(Stored items)
►

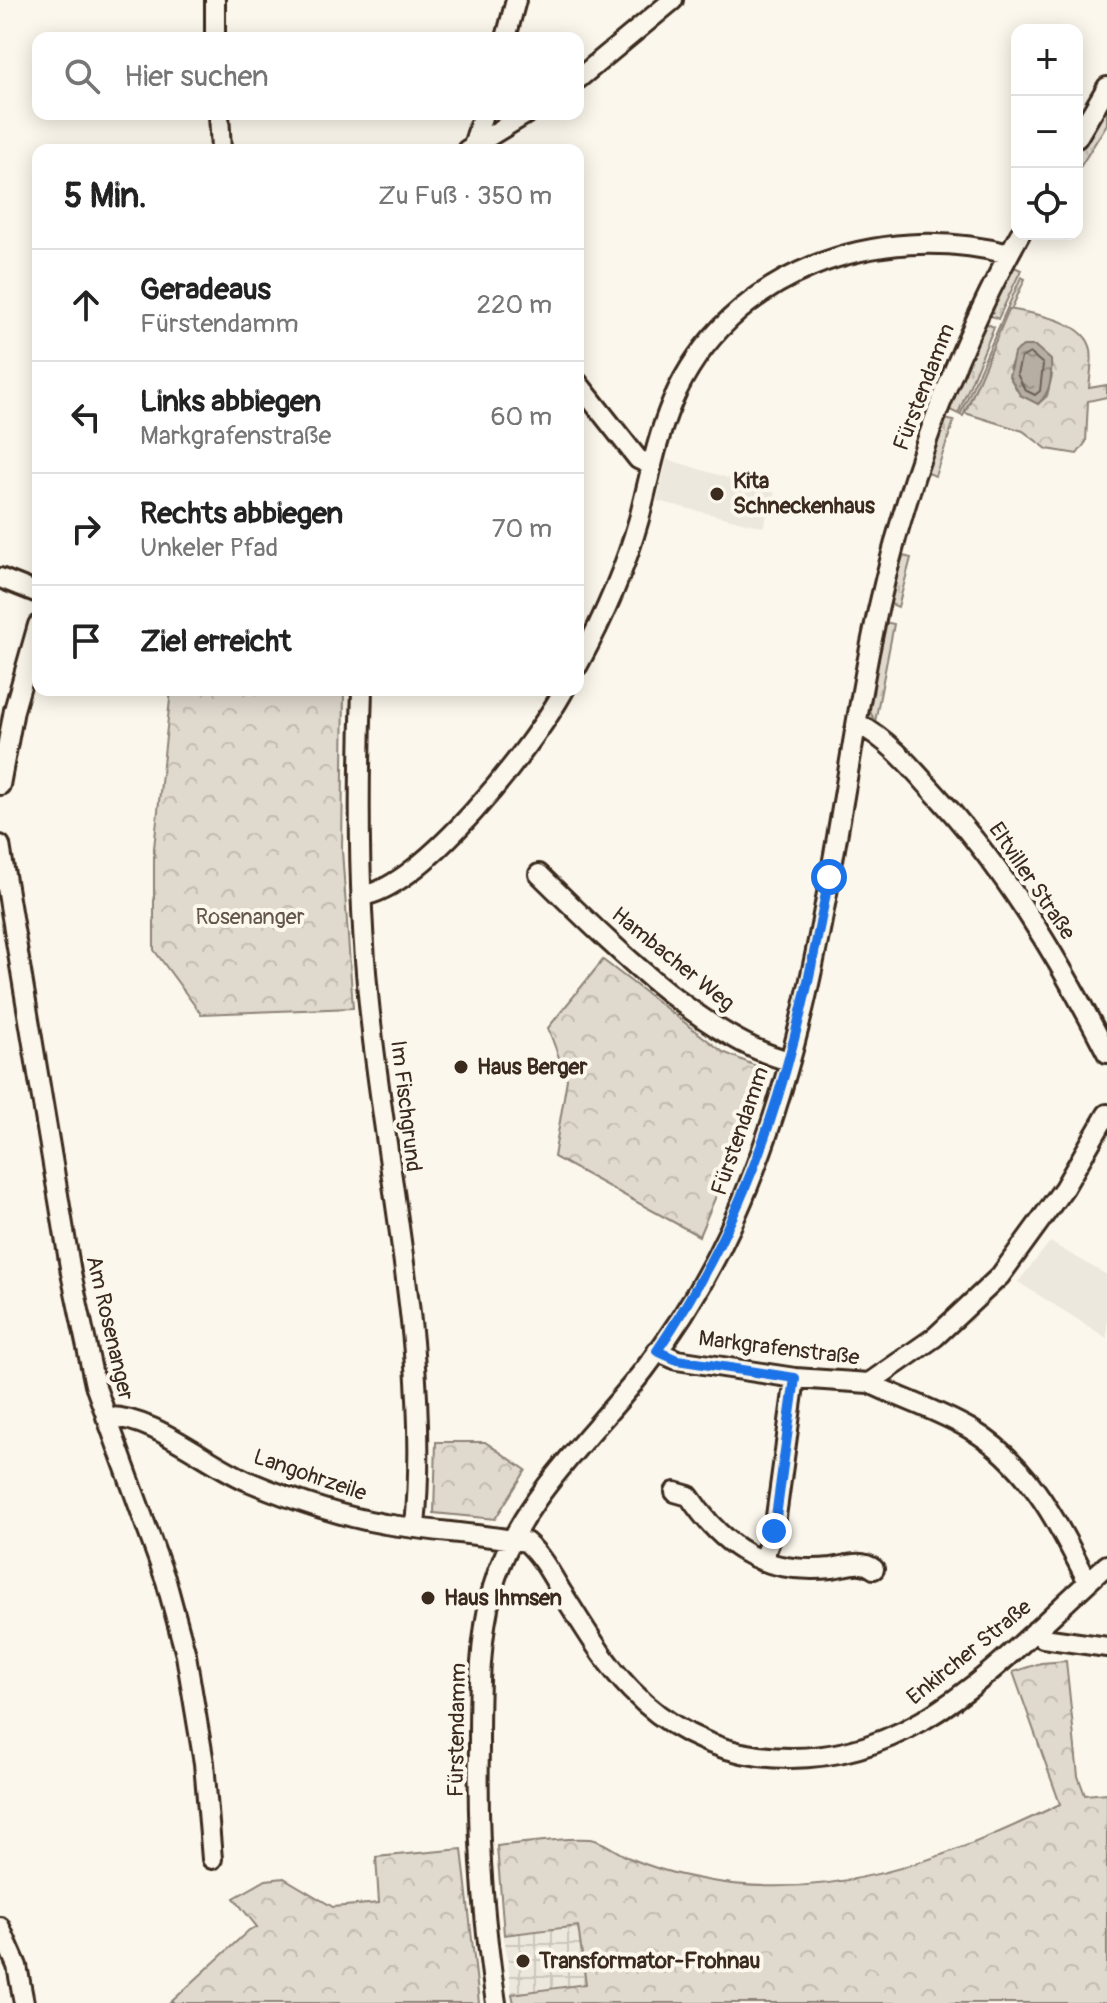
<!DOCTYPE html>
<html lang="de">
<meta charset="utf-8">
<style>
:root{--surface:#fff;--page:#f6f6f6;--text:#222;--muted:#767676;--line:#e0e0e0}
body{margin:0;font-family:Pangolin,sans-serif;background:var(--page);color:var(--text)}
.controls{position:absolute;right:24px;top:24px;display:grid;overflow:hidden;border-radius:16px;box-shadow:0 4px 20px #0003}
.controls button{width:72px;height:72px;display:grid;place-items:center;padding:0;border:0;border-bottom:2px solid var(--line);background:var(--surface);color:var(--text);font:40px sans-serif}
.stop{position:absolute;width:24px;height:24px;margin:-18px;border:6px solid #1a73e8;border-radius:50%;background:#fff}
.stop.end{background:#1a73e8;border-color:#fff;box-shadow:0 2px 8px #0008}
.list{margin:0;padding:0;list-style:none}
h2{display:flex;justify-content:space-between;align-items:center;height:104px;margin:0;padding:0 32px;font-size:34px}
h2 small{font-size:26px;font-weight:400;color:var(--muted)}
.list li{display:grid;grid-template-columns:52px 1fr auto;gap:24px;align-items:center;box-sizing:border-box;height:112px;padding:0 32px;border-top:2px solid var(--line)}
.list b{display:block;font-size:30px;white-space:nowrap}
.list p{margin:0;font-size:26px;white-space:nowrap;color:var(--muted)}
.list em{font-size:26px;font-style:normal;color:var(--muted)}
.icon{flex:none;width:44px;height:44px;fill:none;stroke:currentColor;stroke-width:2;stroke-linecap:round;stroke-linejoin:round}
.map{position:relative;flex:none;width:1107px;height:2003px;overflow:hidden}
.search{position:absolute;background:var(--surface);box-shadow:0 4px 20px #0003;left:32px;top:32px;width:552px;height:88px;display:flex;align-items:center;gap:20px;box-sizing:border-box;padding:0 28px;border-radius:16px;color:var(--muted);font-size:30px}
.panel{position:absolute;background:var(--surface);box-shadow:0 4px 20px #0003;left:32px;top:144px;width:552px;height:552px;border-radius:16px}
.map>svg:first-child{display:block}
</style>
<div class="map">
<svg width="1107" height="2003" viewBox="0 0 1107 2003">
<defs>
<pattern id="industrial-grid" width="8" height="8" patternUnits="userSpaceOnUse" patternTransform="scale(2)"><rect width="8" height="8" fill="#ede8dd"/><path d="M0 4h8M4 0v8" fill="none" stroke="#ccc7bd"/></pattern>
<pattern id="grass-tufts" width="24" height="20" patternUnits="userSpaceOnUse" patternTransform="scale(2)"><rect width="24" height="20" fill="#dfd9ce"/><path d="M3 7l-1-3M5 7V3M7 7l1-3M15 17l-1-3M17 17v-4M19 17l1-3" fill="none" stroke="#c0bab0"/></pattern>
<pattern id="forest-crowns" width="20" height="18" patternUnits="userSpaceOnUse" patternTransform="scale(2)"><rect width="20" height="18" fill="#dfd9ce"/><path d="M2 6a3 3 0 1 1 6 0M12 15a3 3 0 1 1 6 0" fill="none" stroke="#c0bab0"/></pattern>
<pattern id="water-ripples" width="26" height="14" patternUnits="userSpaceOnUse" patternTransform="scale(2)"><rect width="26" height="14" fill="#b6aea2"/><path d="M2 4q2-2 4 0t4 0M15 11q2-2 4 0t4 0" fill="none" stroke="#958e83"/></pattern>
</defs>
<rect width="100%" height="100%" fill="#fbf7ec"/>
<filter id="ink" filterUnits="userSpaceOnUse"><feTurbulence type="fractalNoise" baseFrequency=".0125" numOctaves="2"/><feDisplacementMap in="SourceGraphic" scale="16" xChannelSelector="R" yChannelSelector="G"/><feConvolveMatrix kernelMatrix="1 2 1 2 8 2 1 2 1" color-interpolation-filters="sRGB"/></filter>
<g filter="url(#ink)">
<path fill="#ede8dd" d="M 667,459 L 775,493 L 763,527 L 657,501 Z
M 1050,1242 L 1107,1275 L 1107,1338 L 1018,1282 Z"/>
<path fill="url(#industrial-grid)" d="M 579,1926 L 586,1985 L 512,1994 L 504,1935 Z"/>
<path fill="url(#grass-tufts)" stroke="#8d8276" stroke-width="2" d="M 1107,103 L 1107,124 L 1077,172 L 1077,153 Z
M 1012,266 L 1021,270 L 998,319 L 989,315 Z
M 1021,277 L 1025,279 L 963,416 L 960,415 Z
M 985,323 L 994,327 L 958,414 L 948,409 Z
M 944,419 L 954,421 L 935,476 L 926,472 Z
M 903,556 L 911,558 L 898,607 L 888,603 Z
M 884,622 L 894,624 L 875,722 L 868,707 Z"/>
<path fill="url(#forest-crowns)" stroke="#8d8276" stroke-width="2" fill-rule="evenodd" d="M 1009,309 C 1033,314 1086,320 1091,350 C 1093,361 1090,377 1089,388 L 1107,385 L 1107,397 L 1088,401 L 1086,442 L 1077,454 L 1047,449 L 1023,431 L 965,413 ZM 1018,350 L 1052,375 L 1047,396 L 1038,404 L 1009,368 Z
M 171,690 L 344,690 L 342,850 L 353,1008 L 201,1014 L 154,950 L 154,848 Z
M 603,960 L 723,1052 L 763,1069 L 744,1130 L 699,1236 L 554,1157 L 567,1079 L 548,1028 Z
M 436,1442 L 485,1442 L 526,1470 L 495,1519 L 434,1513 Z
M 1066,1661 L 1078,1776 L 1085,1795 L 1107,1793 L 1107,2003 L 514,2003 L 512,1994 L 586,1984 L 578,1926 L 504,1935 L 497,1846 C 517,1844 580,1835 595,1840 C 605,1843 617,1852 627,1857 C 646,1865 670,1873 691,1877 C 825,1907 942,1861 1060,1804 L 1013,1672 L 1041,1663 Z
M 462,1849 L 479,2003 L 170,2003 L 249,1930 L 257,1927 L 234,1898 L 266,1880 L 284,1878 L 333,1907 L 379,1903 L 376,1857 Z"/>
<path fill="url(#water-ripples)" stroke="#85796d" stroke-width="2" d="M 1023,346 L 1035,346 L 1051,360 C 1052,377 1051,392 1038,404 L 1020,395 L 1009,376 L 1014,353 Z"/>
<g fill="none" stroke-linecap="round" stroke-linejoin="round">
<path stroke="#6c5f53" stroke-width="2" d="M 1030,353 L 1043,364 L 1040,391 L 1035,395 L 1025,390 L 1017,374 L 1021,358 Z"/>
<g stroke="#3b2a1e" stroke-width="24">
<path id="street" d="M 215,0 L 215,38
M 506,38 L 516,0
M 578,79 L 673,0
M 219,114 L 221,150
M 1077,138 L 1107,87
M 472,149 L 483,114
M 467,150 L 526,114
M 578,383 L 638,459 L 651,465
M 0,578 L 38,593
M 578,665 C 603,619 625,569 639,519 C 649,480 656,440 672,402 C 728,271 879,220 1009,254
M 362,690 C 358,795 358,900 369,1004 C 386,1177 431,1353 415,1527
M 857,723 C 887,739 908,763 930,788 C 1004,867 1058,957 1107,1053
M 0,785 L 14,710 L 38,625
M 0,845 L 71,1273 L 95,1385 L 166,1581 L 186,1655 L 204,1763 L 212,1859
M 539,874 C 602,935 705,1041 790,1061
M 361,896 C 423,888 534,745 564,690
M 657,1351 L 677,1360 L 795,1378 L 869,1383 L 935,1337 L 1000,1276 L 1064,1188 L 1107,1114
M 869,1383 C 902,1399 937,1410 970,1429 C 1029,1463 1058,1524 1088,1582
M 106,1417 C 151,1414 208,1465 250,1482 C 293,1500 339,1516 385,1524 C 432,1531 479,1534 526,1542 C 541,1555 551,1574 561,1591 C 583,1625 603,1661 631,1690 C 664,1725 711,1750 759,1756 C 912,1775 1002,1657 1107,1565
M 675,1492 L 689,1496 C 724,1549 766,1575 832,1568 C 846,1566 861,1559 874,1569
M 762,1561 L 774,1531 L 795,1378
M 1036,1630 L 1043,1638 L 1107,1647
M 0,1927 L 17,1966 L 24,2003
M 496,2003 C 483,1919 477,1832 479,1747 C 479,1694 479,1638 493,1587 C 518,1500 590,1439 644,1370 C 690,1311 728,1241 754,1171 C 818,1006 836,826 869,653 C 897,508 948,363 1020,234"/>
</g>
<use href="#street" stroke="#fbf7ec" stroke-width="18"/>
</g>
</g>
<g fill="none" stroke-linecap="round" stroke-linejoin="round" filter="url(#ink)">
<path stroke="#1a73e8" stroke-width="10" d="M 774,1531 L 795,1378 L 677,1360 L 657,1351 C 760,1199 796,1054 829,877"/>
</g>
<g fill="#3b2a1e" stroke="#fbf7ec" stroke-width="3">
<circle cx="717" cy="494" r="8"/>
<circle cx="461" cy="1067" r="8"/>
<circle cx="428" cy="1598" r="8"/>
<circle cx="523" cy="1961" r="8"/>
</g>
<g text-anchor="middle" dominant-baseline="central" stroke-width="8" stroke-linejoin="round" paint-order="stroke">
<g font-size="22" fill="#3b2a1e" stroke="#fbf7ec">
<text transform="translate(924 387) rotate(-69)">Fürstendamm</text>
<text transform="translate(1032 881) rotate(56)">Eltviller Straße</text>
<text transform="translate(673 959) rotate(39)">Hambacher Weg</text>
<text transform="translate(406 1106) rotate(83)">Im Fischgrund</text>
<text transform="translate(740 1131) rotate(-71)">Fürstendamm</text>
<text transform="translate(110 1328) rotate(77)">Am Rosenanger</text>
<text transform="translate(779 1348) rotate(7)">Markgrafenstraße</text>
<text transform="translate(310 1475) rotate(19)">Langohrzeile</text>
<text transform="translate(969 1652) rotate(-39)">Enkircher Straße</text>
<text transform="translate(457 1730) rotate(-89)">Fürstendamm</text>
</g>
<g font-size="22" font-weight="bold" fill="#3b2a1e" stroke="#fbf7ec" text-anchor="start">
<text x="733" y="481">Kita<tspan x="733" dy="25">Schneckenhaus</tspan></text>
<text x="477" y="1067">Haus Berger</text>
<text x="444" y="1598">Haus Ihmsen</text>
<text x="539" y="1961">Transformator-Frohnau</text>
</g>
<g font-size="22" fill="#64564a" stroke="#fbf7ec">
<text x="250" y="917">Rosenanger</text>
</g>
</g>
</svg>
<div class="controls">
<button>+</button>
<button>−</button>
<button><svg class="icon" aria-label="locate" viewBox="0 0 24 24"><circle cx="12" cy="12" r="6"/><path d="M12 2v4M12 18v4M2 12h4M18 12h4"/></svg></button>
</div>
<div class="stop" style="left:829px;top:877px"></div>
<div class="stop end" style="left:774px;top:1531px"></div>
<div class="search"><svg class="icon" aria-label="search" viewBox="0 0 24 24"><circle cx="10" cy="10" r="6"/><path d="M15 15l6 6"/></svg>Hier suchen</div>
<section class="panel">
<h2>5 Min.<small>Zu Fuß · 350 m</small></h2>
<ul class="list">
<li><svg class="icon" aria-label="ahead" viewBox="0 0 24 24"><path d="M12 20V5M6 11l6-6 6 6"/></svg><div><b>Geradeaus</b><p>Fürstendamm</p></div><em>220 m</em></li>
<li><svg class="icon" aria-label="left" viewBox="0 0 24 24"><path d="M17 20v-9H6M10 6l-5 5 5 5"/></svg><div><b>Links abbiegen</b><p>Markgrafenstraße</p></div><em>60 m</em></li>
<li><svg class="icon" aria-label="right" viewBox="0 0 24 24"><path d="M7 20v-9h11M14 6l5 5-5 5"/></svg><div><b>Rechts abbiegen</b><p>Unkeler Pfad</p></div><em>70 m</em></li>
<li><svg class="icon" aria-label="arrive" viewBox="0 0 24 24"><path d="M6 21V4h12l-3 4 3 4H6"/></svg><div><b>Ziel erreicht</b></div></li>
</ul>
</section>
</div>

◄

* **What you need to do**:
Which of the lines above hold the string "list"? Pick each of them out.

* **Answer for this exercise**:
.list{margin:0;padding:0;list-style:none}
.list li{display:grid;grid-template-columns:52px 1fr auto;gap:24px;align-items:center;box-sizing:border-box;height:112px;padding:0 32px;border-top:2px solid var(--line)}
.list b{display:block;font-size:30px;white-space:nowrap}
.list p{margin:0;font-size:26px;white-space:nowrap;color:var(--muted)}
.list em{font-size:26px;font-style:normal;color:var(--muted)}
<ul class="list">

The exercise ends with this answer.